The Broncos were inside the Red Zone five times Sunday, they came away with a total of 6 points on two field goals. Denver went for it on 4th down three times inside the Colts’ 20 yard line and could not convert any of those attempts. This includes a first and goal at the one yard line that saw Denver unable to gain that one yard on three separate run plays. Denver coach Josh McDaniels needs to think about possibly implementing the Tim Tebow formation inside the Red Zone and see if their young QB can’t make something happen with his feet and/or his arm.
In short, Denver’s passing game has looked great, but the lack of running game and poor Red Zone efficiency it what cost them this game, and if these problems are not fixed this will cost many more games down the road.
The Colts defense has been heavily criticized over the first two weeks (and past few years) about their porous run defense. They let Texans runningback Arian Foster have a career day in week one, they were better in Week 2 against the Giants mostly due to the fact that New York was constantly playing catch up and had to throw the ball. However, in Week 3 the Colts run defense shut the Broncos down to only 47 rushing yards. Hard to say if this is a sign of improvement in the Indianapolis defense, or just a product of Denver’s lack of ability to run the ball. Maybe it’s a little of both.
The Colts pass defense looked very sloppy, allowing Kyle Orton to throw for over 400 yards and giving up one long throw after another. However, when it really counted (the Red Zone) the Indianapolis defense really shined allowing no Red Zone TD’s. They were also able to intercept a Kyle Orton pass which led to Indy’s first Touchdown of the game. All things considered, the defense looked sharper than it did Week 1 and should be able to keep Peyton Manning in just about every game.
Denver’s defense played extremely well, especially considering the tough spots they were forced into by the offense and special teams. On Indy’s first three possession Denver held them to 3 points, however a muffed punt return put Indy deep in Denver territory. They forced another field goal extending the Colts’ lead to 6-0. A Kyle Orton interception led to Indy’s first Touchdown. Denver’s defense then tightened up once again, holding Peyton Manning to three straight possessions without a score. However, not having Andre Goodman in the lineup eventually caught up to Denver.

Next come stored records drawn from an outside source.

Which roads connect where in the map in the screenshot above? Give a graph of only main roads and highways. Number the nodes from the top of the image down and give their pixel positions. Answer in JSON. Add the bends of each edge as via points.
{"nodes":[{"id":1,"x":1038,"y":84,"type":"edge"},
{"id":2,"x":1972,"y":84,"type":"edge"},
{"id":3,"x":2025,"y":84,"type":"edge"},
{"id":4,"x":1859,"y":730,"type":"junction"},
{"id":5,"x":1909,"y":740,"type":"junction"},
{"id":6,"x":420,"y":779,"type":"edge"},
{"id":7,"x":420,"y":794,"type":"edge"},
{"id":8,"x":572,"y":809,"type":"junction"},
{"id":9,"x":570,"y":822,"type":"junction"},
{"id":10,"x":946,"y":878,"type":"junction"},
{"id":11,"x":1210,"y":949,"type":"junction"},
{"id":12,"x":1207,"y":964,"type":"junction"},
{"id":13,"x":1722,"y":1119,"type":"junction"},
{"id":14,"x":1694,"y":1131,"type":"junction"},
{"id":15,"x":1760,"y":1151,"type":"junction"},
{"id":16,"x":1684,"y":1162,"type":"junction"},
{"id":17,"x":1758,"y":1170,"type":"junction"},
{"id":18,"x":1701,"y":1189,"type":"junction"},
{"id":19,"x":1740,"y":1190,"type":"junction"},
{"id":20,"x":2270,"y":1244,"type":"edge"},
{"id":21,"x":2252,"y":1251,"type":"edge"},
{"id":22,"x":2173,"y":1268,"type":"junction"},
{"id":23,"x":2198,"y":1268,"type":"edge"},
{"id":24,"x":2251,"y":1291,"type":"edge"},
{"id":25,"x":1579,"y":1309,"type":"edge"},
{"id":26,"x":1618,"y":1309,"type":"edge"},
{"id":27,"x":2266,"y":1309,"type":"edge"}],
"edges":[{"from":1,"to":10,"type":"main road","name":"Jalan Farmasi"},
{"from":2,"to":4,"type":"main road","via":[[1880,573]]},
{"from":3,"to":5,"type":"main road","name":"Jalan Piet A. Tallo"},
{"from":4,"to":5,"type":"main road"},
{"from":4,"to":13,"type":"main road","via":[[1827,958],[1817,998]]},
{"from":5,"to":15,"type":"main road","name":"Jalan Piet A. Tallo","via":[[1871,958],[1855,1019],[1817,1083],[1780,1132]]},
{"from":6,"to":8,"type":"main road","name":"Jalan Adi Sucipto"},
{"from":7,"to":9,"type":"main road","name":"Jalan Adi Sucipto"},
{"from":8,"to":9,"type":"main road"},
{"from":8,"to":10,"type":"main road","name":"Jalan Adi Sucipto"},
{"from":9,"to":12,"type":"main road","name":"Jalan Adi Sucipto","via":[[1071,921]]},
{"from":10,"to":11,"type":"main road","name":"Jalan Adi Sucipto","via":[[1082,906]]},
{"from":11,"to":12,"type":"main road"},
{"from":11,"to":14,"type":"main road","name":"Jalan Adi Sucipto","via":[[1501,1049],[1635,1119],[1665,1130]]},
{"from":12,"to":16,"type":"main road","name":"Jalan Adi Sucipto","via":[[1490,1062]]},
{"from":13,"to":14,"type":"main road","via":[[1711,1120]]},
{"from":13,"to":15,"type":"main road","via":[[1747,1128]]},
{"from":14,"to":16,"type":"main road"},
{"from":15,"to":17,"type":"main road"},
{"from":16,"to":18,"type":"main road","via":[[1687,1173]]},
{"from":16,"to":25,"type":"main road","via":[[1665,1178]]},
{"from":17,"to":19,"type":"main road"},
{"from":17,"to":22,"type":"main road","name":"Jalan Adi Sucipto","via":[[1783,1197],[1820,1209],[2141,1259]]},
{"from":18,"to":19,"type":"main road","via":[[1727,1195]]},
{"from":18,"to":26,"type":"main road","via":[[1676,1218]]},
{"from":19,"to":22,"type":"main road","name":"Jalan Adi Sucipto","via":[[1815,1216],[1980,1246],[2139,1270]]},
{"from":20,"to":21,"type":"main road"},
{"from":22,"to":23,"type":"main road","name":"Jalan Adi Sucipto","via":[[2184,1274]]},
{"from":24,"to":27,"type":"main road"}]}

Peyton Manning quickly keyed in on rookie cornerback Perrish Cox, who was filling in for the injured Goodman. Cox was asked to cover Wide Receiver Austin Collie. Manning grew fond of the matchup in the second half, completing 8 passes to Collie including a Touchdown. The Denver defense did enough to keep their team in the game; however the turnovers and lack of conversions on 4th down by the offense put the defense in bad situations and did not give them enough support.
Denver and Indianapolis played very similar games. Both teams relied on their passing game to carry them through, while their running game was for the most part nonexistent. Both defenses played well inside the Red Zone; however Denver allowed three Red Zone TD’s while Indy allowed zero. The real key to this game ended up being the turnovers. The two conventional turnovers by the Broncos turned into 10 points for Indy. Denver also went 0-3 on 4th down, all inside the Indianapolis Red Zone (on the 20, 12, and 1 yard lines). That’s at least 9, possibly 21 lost points because of blown 4th downs. Denver missed out on some big opportunities in this game, and they can’t expect to win consistently unless they can start capitalizing on their chances inside the Red Zone.
Denver might need to think about using Tim Tebow inside the Red Zone to run, pass, and deceive the defense. Let's face it, what Denver's doing right now just is not working.